Kotwal RS, Montgomery HR, Miles EA, Conklin CC, Hall MT, McChrystal SA. J. Trauma Acute Care Surg. 2017; 82(6S Suppl 1): S9-S15.

Affiliation

1Department of Defense Joint Trauma System, Joint Base San Antonio-Fort Sam Houston, TX 2Headquarters, 75th Ranger Regiment, Fort Benning, GA 3MT Hall Leadership Services, Nashville, TN 4McChrystal Group, Alexandria, VA.

Copyright

(Copyright © 2017, Lippincott Williams and Wilkins)

DOI

10.1097/TA.0000000000001428

PMID

28333833

Abstract

Combat casualties who die from their injuries do so primarily in the prehospital setting. Although most of these deaths result from injuries that are non-survivable, some are potentially survivable. Of injuries that are potentially survivable, most are from hemorrhage. Thus, military organizations should direct efforts toward prehospital care, particularly through early hemorrhage control and remote damage control resuscitation, in order to eliminate preventable death on the battlefield.
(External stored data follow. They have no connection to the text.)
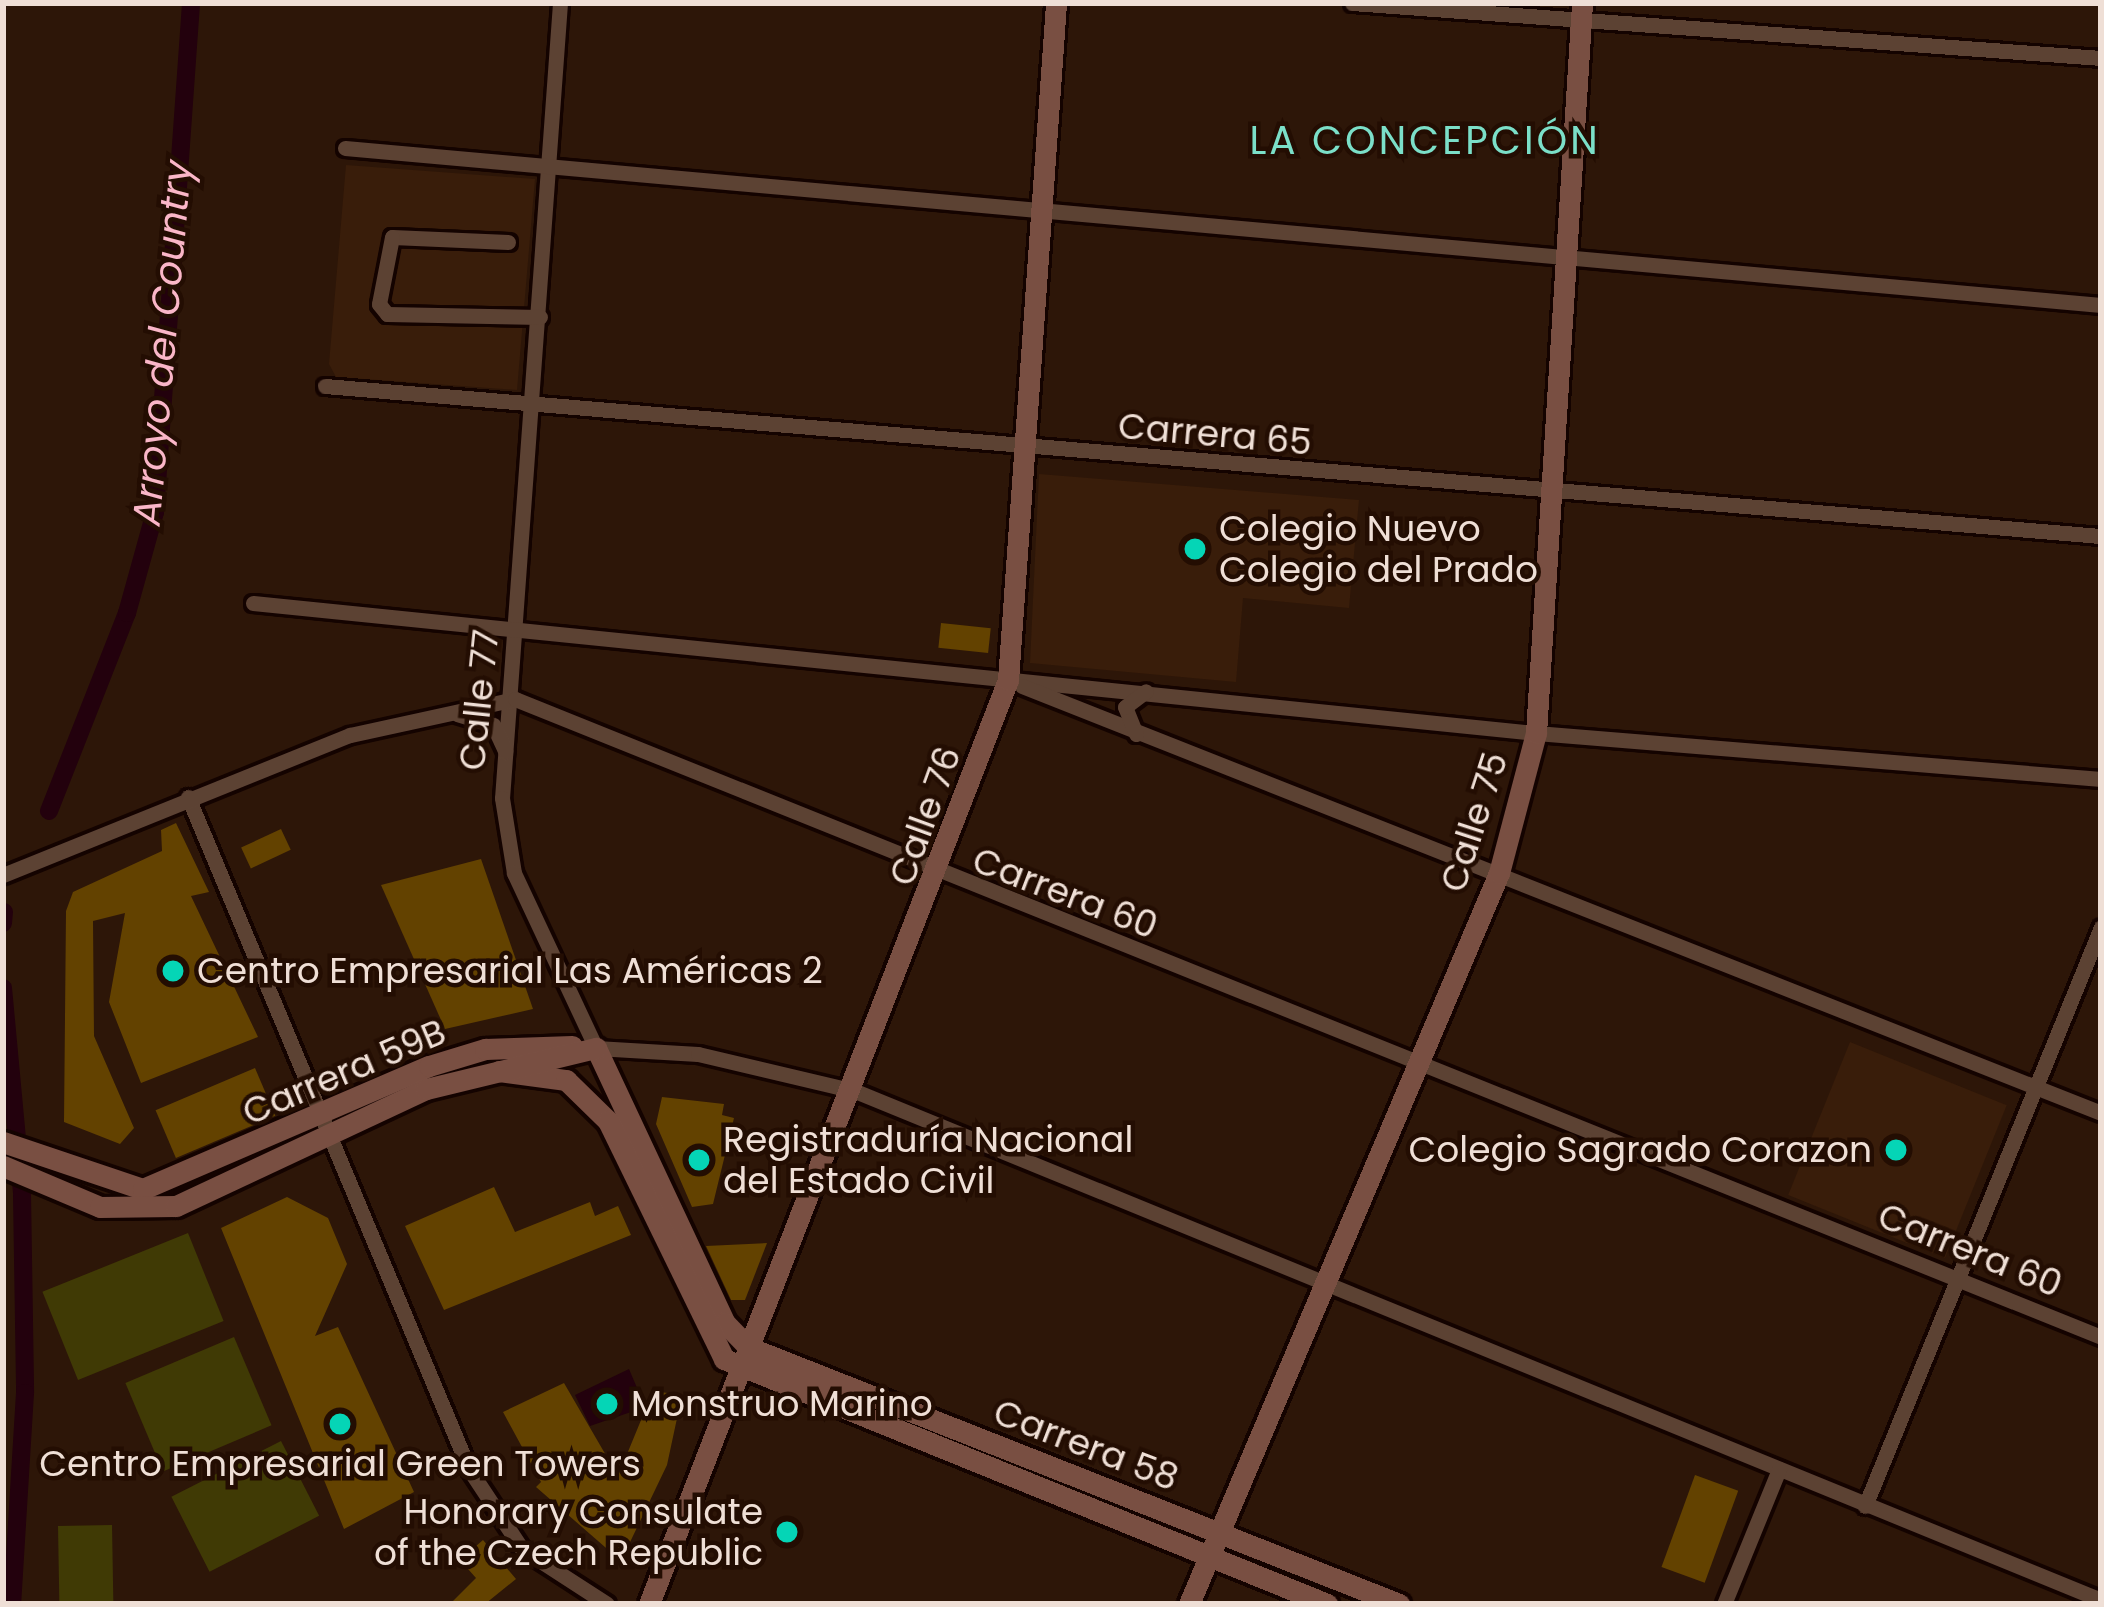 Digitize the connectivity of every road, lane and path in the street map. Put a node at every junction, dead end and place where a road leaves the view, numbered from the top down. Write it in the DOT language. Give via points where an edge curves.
graph roads {
  1 [pos="560,3"];
  2 [pos="1056,3"];
  3 [pos="1352,3"];
  4 [pos="1582,14"];
  5 [pos="2101,58"];
  6 [pos="345,148"];
  7 [pos="549,166"];
  8 [pos="1042,210"];
  9 [pos="508,242"];
  10 [pos="1566,256"];
  11 [pos="2101,304"];
  12 [pos="540,317"];
  13 [pos="325,386"];
  14 [pos="534,400"];
  15 [pos="1026,447"];
  16 [pos="1551,495"];
  17 [pos="2101,536"];
  18 [pos="253,603"];
  19 [pos="520,631"];
  20 [pos="1009,680"];
  21 [pos="1149,690"];
  22 [pos="515,699"];
  23 [pos="440,714"];
  24 [pos="1536,733"];
  25 [pos="1136,734"];
  26 [pos="507,754"];
  27 [pos="2101,779"];
  28 [pos="188,797"];
  29 [pos="1498,874"];
  30 [pos="3,875"];
  31 [pos="940,876"];
  32 [pos="2101,927"];
  33 [pos="596,1048"];
  34 [pos="1414,1059"];
  35 [pos="499,1071"];
  36 [pos="2036,1088"];
  37 [pos="855,1091"];
  38 [pos="2101,1114"];
  39 [pos="320,1125"];
  40 [pos="3,1142"];
  41 [pos="3,1166"];
  42 [pos="45,1172"];
  43 [pos="1959,1277"];
  44 [pos="1322,1288"];
  45 [pos="2101,1336"];
  46 [pos="744,1358"];
  47 [pos="957,1429"];
  48 [pos="949,1452"];
  49 [pos="1779,1468"];
  50 [pos="1865,1506"];
  51 [pos="1218,1532"];
  52 [pos="1208,1557"];
  53 [pos="2101,1600"];
  54 [pos="607,1604"];
  55 [pos="649,1604"];
  56 [pos="1189,1604"];
  57 [pos="1327,1604"];
  58 [pos="1399,1604"];
  59 [pos="1724,1604"];
  1 -- 7 [label="street, Calle 77"];
  2 -- 8 [label="street, Calle 76"];
  3 -- 4 [label="street"];
  4 -- 5 [label="street"];
  4 -- 10 [label="street, Calle 75"];
  6 -- 7 [label="street"];
  7 -- 8 [label="street"];
  7 -- 12 [label="street, Calle 77"];
  8 -- 10 [label="street"];
  8 -- 15 [label="street, Calle 76"];
  9 -- 12 [label="street" via="392,237 379,304 387,314"];
  10 -- 11 [label="street"];
  10 -- 16 [label="street, Calle 75"];
  12 -- 14 [label="street, Calle 77"];
  13 -- 14 [label="street, Carrera 65"];
  14 -- 15 [label="street, Carrera 65"];
  14 -- 19 [label="street, Calle 77"];
  15 -- 16 [label="street, Carrera 65"];
  15 -- 20 [label="street, Calle 76"];
  16 -- 17 [label="street, Carrera 65"];
  16 -- 24 [label="street, Calle 75"];
  18 -- 19 [label="street"];
  19 -- 20 [label="street"];
  19 -- 22 [label="street, Calle 77"];
  20 -- 21 [label="street"];
  20 -- 25 [label="street"];
  20 -- 31 [label="street, Calle 76"];
  21 -- 24 [label="street"];
  21 -- 25 [label="street" via="1125,707"];
  22 -- 23 [label="street"];
  22 -- 26 [label="street, Calle 77"];
  22 -- 31 [label="street, Carrera 60"];
  23 -- 26 [label="street" via="493,725"];
  23 -- 28 [label="street" via="350,735"];
  24 -- 27 [label="street"];
  24 -- 29 [label="street, Calle 75"];
  25 -- 29 [label="street"];
  26 -- 33 [label="street, Calle 77" via="504,836 514,873"];
  28 -- 30 [label="street"];
  28 -- 39 [label="street"];
  29 -- 34 [label="street, Calle 75"];
  29 -- 36 [label="street"];
  31 -- 34 [label="street, Carrera 60"];
  31 -- 37 [label="street, Calle 76"];
  32 -- 36 [label="street"];
  33 -- 35 [label="street, Carrera 59B"];
  33 -- 37 [label="street" via="698,1054"];
  33 -- 39 [label="street, Carrera 59B" via="485,1049"];
  33 -- 46 [label="street, Calle 77"];
  34 -- 43 [label="street, Carrera 60"];
  34 -- 44 [label="street, Calle 75"];
  35 -- 39 [label="street, Carrera 59B"];
  35 -- 46 [label="street" via="538,1072 586,1094 608,1121 713,1347"];
  36 -- 38 [label="street"];
  36 -- 43 [label="street"];
  37 -- 44 [label="street"];
  37 -- 46 [label="street, Calle 76"];
  39 -- 42 [label="street, Carrera 59B" via="143,1189"];
  39 -- 54 [label="street" via="500,1526 546,1568"];
  40 -- 42 [label="street, Carrera 59B"];
  41 -- 42 [label="street, Carrera 59B"];
  43 -- 45 [label="street, Carrera 60"];
  43 -- 50 [label="street"];
  44 -- 49 [label="street"];
  44 -- 51 [label="street, Calle 75"];
  46 -- 47 [label="street, Carrera 58"];
  46 -- 48 [label="street, Carrera 58"];
  46 -- 55 [label="street, Calle 76"];
  47 -- 48 [label="street"];
  47 -- 51 [label="street, Carrera 58"];
  48 -- 52 [label="street, Carrera 58"];
  49 -- 50 [label="street"];
  49 -- 59 [label="street"];
  50 -- 53 [label="street"];
  51 -- 52 [label="street, Calle 75"];
  51 -- 58 [label="street, Carrera 58"];
  52 -- 56 [label="street, Calle 75"];
  52 -- 57 [label="street, Carrera 58"];
}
A systems-based approach and priority of effort for institutionalizing such care was developed and maintained by medical personnel and command-directed by non-medical combatant leaders within the 75th Ranger Regiment, U.S. Army Special Operations Command. The objective of this manuscript is to describe the key components of this prehospital casualty response system; emphasize the importance of leadership; underscore the synergy achieved through collaboration between medical and non-medical leaders; and provide an example to other organizations and communities striving to achieve success in trauma as measured through improved casualty survival.